Pinecone is a vector database designed for production AI applications, particularly those using retrieval-augmented generation (RAG) and semantic search. The company operates across multiple cloud providers (AWS, GCP, Azure) and serves customers building AI features at scale. The product combines search infrastructure (Lucene, Solr, Elasticsearch, OpenSearch) with distributed database capabilities (Kafka, Kinesis, Pub/Sub) and observability tools (Datadog). Beyond the core database, Pinecone is investing in knowledge graphs, multi-agent orchestration, and community engagement through Discord and regional meetups.
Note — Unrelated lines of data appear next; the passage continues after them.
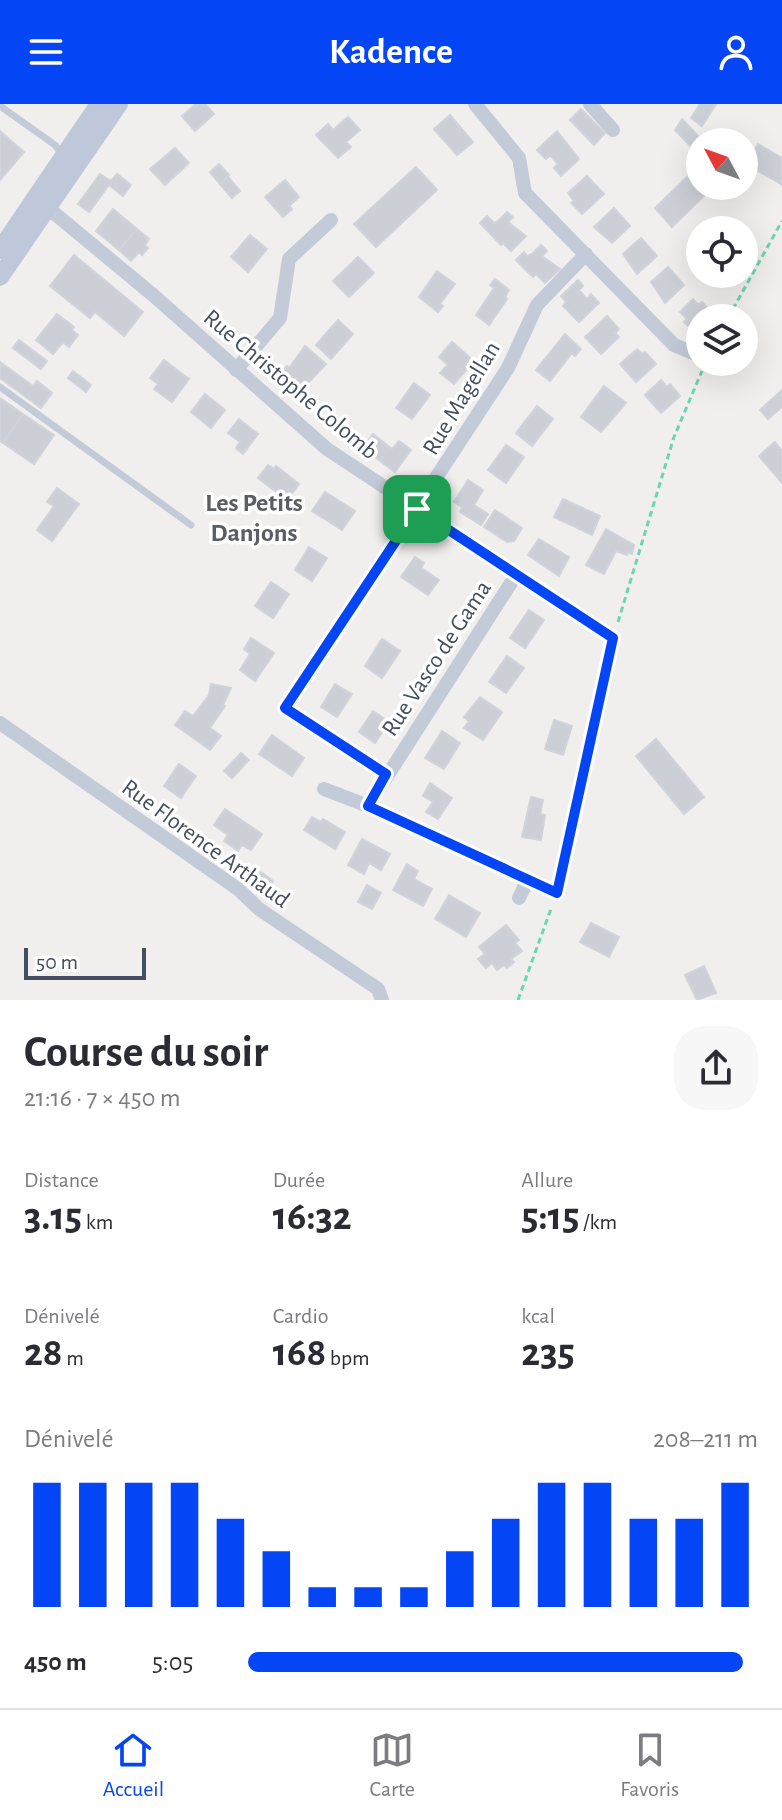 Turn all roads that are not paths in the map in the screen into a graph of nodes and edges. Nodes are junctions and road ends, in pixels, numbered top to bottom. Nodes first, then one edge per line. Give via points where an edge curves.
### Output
1 (99, 104) edge
2 (119, 104) edge
3 (475, 104) edge
4 (0, 106) edge
5 (595, 106) edge
6 (613, 130) dead end
7 (63, 156) junction
8 (41, 202) junction
9 (331, 220) dead end
10 (0, 250) edge
11 (586, 254) junction
12 (0, 277) edge
13 (686, 350) edge
14 (236, 370) junction
15 (0, 387) edge
16 (417, 509) junction
17 (191, 525) dead end
18 (516, 575) junction
19 (613, 638) road end
20 (0, 723) edge
21 (386, 774) junction
22 (324, 789) dead end
23 (368, 806) junction
24 (527, 881) junction
25 (557, 893) road end
26 (519, 898) dead end
27 (382, 1000) edge

1 - 7 main road
2 - 8 main road
3 - 11 street via 519,158 525,193
4 - 7 lane
5 - 6 street
7 - 8 main road
8 - 10 main road
8 - 12 main road
8 - 14 street, Rue Christophe Colomb
9 - 14 street via 289,259 280,318
11 - 13 street via 674,345
11 - 16 street, Rue Magellan via 537,305 508,368
14 - 16 street, Rue Christophe Colomb via 327,449
15 - 17 lane
16 - 18 street, Rue Christophe Colomb
16 - 21 street, Rue Magellan via 285,708
18 - 19 street, Rue Christophe Colomb
18 - 21 street, Rue Vasco de Gama
20 - 27 street, Rue Florence Arthaud via 378,989
21 - 23 street, Rue Vasco de Gama
22 - 23 street
23 - 24 street
24 - 25 street
24 - 26 street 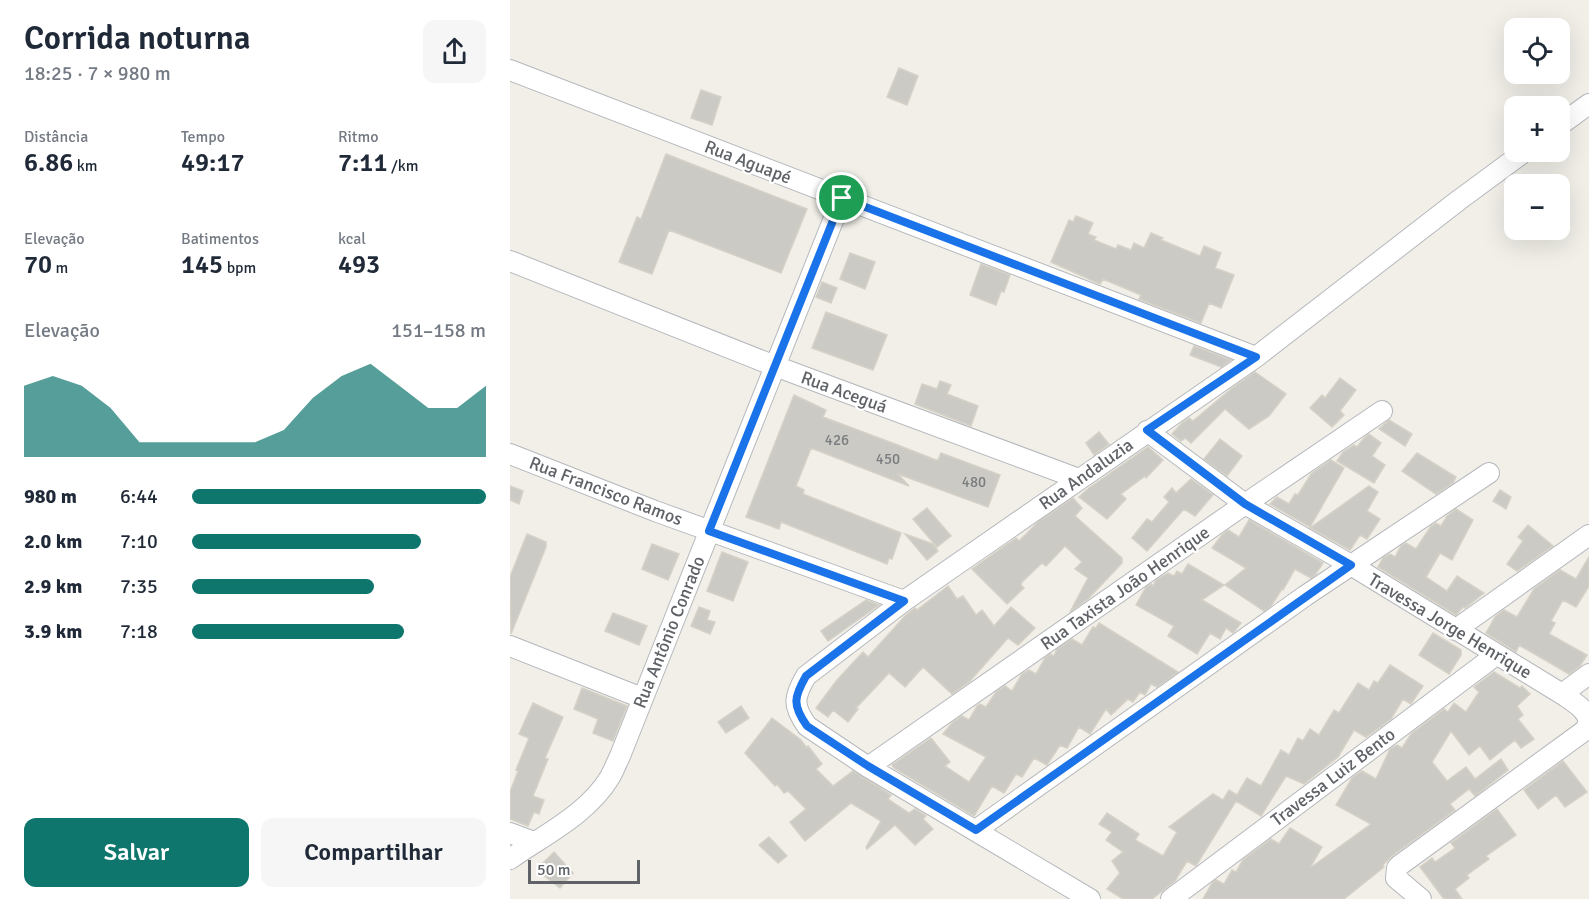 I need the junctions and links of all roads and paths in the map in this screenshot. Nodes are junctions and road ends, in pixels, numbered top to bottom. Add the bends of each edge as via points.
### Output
1 (510, 70) edge
2 (1589, 104) edge
3 (1570, 118) edge
4 (1511, 162) edge
5 (842, 198) junction
6 (510, 261) edge
7 (1256, 357) junction
8 (775, 366) junction
9 (1382, 411) dead end
10 (1147, 430) junction
11 (510, 454) edge
12 (1489, 473) dead end
13 (1079, 479) junction
14 (1245, 504) junction
15 (709, 531) junction
16 (1589, 535) edge
17 (1351, 565) junction
18 (904, 601) junction
19 (1455, 630) junction
20 (510, 646) edge
21 (1496, 655) junction
22 (1589, 674) edge
23 (1562, 694) junction
24 (642, 698) junction
25 (868, 766) junction
26 (976, 830) junction
27 (510, 833) edge
28 (534, 842) junction
29 (510, 859) edge
30 (1090, 899) edge
31 (1171, 899) edge
32 (1421, 899) edge

1 - 5 street, Rua Aguapé
2 - 3 street
4 - 7 street, Rua Andaluzia
5 - 7 street, Rua Aguapé
5 - 8 street, Rua Antônio Conrado
6 - 8 street, Rua Aceguá
7 - 10 street, Rua Andaluzia
8 - 13 street, Rua Aceguá
8 - 15 street, Rua Antônio Conrado
9 - 14 street, Rua Taxista João Henrique
10 - 13 street, Rua Andaluzia
10 - 14 street, Travessa Jorge Henrique
11 - 15 street, Rua Francisco Ramos
12 - 17 street
13 - 18 street, Rua Andaluzia
14 - 17 street, Travessa Jorge Henrique
14 - 25 street, Rua Taxista João Henrique
15 - 18 street, Rua Francisco Ramos
15 - 24 street, Rua Antônio Conrado
16 - 19 street
17 - 19 street, Travessa Jorge Henrique
17 - 26 street
18 - 25 street, Rua Andaluzia via 806,676 795,702 807,726
19 - 21 street, Travessa Jorge Henrique
20 - 24 street
21 - 23 street, Travessa Jorge Henrique
21 - 31 street, Travessa Luiz Bento
22 - 23 street
23 - 32 street, Travessa Jorge Henrique via 1587,715 1589,724 1400,865 1396,878
24 - 28 street, Rua Antônio Conrado via 610,777 595,797
25 - 26 street
26 - 30 street
27 - 28 street
28 - 29 street, Rua Antônio Conrado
Pinecone uses Rust, Go, and C++ for core database logic; Kafka, Kinesis, and Pub/Sub for streaming; Kubernetes for orchestration; and Terraform/Pulumi for infrastructure as code. It deploys across AWS, GCP, and Azure with Datadog for monitoring.
Active projects include a next-generation knowledge retrieval system, knowledge graph construction, agent experience platform redesign, MCP protocol implementation, and AI-powered workflow automation — indicating a shift toward multi-agent and knowledge-centric AI applications.
Pinecone's technology stack, projects, and hiring signals are inferred from public hiring and company data — career pages, public listings, and company web presence — then clustered and de-duplicated. Figures are estimates that refresh over time. Read our full methodology →
This is not an official vendor or customer list. It is a technology-adoption signal inferred from public data, intended for B2B research.